### Input material:

• • • • • • •

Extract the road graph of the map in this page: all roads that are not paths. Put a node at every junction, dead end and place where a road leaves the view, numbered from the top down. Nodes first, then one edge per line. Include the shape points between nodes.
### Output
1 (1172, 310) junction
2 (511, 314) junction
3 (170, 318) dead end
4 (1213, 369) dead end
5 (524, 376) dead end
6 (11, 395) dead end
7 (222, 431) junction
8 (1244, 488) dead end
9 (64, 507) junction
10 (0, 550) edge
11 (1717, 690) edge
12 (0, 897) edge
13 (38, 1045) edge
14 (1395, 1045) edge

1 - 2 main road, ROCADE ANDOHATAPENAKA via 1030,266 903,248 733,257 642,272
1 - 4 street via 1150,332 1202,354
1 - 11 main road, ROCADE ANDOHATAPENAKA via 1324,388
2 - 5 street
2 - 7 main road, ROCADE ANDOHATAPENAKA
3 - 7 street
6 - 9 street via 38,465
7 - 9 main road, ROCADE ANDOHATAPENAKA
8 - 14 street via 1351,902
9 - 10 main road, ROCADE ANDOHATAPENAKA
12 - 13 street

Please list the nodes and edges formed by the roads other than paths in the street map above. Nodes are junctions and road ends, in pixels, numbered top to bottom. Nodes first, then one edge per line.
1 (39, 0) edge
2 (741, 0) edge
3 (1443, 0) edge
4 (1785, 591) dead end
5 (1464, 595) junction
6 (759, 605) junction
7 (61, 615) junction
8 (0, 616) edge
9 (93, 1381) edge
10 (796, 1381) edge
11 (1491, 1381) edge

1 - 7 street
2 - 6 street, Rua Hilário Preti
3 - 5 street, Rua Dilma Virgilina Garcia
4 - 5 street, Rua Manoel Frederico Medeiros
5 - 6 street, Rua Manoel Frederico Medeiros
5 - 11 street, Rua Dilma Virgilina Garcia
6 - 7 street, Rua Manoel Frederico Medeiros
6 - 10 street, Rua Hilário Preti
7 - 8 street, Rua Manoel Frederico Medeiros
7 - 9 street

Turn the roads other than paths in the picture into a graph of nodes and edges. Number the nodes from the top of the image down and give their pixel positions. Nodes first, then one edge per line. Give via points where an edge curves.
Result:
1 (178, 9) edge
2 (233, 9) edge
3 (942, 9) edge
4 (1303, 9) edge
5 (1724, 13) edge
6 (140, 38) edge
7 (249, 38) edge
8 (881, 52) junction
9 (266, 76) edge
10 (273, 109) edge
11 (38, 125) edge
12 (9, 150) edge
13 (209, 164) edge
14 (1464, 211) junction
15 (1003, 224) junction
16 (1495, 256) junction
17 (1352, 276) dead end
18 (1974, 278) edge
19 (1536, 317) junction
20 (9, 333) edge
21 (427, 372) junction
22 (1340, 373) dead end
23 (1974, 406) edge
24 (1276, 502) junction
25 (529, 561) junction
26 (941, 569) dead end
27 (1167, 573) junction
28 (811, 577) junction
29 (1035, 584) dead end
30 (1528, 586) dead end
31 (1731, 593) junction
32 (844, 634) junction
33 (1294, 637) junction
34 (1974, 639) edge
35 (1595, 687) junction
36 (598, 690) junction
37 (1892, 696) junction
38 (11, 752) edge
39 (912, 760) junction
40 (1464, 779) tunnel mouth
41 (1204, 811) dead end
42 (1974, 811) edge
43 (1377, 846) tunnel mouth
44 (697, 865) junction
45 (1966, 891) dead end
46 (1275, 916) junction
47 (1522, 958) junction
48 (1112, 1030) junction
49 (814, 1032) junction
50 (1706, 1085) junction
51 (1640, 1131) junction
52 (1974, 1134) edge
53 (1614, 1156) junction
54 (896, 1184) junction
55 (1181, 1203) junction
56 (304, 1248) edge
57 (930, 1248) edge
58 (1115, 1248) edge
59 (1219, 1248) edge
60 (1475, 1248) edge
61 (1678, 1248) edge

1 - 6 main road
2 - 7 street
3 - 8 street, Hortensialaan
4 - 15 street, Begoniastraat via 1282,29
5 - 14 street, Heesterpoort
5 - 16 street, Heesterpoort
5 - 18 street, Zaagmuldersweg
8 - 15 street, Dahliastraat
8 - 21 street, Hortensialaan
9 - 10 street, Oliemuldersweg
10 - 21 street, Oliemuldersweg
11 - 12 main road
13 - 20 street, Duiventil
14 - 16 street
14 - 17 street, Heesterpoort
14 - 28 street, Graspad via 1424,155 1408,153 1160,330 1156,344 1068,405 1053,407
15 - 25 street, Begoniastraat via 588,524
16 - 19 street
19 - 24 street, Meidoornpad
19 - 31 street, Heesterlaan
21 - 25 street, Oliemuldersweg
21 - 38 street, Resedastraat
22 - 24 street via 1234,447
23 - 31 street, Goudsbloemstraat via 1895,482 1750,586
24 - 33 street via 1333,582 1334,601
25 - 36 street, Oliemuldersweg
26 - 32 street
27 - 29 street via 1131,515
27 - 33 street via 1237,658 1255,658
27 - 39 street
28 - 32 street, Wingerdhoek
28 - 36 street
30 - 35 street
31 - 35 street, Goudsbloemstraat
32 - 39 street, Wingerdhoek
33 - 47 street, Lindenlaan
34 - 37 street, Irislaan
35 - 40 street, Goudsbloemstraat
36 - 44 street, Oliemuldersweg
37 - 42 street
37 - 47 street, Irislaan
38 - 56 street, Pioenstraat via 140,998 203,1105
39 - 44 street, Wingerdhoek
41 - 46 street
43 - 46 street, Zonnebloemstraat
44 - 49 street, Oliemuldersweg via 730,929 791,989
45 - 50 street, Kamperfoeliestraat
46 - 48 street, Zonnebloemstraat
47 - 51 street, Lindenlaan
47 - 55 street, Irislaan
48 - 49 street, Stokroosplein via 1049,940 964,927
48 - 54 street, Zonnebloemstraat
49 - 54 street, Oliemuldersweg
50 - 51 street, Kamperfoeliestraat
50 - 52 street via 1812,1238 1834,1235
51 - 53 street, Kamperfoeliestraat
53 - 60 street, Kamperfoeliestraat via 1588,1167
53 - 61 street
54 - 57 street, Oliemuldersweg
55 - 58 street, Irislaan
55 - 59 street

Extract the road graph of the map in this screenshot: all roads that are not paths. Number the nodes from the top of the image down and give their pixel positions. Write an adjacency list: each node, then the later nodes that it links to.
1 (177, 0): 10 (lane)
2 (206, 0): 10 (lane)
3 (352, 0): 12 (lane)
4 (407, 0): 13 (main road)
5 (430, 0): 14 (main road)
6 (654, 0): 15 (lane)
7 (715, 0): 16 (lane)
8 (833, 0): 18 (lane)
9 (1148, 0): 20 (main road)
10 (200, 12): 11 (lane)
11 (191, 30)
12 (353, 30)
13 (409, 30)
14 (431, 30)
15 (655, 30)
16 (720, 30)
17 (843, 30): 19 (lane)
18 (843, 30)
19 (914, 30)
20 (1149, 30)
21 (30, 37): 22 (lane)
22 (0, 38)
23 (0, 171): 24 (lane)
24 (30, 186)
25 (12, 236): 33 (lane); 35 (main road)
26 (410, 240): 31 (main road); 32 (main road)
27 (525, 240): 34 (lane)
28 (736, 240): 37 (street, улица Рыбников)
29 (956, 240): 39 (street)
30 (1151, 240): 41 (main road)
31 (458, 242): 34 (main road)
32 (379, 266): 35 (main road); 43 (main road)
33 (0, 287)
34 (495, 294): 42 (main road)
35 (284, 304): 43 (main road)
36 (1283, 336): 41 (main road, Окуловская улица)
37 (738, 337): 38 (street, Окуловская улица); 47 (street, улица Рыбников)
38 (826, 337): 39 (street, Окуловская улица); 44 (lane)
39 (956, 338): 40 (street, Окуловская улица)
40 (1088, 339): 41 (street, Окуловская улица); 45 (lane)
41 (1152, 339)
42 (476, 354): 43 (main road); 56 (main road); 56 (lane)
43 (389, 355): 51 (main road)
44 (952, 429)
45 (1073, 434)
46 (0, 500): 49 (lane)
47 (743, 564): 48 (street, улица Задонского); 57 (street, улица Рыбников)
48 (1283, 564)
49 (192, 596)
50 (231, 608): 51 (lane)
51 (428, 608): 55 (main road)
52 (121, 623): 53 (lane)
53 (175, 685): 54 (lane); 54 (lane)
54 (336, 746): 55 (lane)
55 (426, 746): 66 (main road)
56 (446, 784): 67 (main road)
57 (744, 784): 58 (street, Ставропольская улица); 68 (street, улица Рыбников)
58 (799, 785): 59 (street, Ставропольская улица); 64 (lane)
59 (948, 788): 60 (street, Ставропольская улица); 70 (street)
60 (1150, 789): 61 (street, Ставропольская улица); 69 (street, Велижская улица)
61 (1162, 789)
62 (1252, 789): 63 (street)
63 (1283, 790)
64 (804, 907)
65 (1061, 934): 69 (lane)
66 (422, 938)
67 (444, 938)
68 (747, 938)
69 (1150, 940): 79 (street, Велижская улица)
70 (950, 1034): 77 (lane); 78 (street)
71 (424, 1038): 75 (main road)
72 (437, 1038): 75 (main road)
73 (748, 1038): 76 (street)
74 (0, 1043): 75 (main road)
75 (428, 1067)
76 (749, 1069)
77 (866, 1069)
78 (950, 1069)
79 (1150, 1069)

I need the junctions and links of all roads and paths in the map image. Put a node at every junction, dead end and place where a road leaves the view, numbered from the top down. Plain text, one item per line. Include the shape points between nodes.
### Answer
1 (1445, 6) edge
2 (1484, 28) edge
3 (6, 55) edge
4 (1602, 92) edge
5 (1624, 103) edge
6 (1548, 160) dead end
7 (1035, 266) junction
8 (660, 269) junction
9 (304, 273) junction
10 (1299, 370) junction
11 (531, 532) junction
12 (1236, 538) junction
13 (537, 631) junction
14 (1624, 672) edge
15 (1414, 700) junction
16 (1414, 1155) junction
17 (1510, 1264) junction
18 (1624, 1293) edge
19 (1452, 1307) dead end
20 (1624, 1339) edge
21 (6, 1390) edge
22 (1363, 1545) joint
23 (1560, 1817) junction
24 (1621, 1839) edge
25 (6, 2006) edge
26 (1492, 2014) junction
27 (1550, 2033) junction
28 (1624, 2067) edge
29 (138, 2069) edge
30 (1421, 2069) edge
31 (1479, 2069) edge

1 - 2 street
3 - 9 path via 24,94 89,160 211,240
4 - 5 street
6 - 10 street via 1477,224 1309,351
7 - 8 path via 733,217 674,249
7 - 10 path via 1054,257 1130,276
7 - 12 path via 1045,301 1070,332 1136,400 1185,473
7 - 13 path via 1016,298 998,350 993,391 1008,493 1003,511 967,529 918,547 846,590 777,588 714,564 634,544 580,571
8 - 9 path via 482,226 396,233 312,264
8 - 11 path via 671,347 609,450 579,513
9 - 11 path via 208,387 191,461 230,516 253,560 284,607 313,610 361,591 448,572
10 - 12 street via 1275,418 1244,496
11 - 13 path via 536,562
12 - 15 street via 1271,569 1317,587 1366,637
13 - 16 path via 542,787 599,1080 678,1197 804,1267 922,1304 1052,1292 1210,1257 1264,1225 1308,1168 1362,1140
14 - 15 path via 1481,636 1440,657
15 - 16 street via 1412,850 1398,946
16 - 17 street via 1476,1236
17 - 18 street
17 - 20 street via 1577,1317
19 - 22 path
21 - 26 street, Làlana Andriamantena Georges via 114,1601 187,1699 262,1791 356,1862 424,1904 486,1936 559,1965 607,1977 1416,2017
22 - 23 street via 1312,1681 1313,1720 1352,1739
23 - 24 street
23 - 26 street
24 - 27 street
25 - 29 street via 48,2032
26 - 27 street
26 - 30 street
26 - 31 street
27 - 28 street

• • • • • • •

### Required work:
Within the entries above, work out how many lines contain the word "links". The number alone is the answer.

### Solution to this problem:
2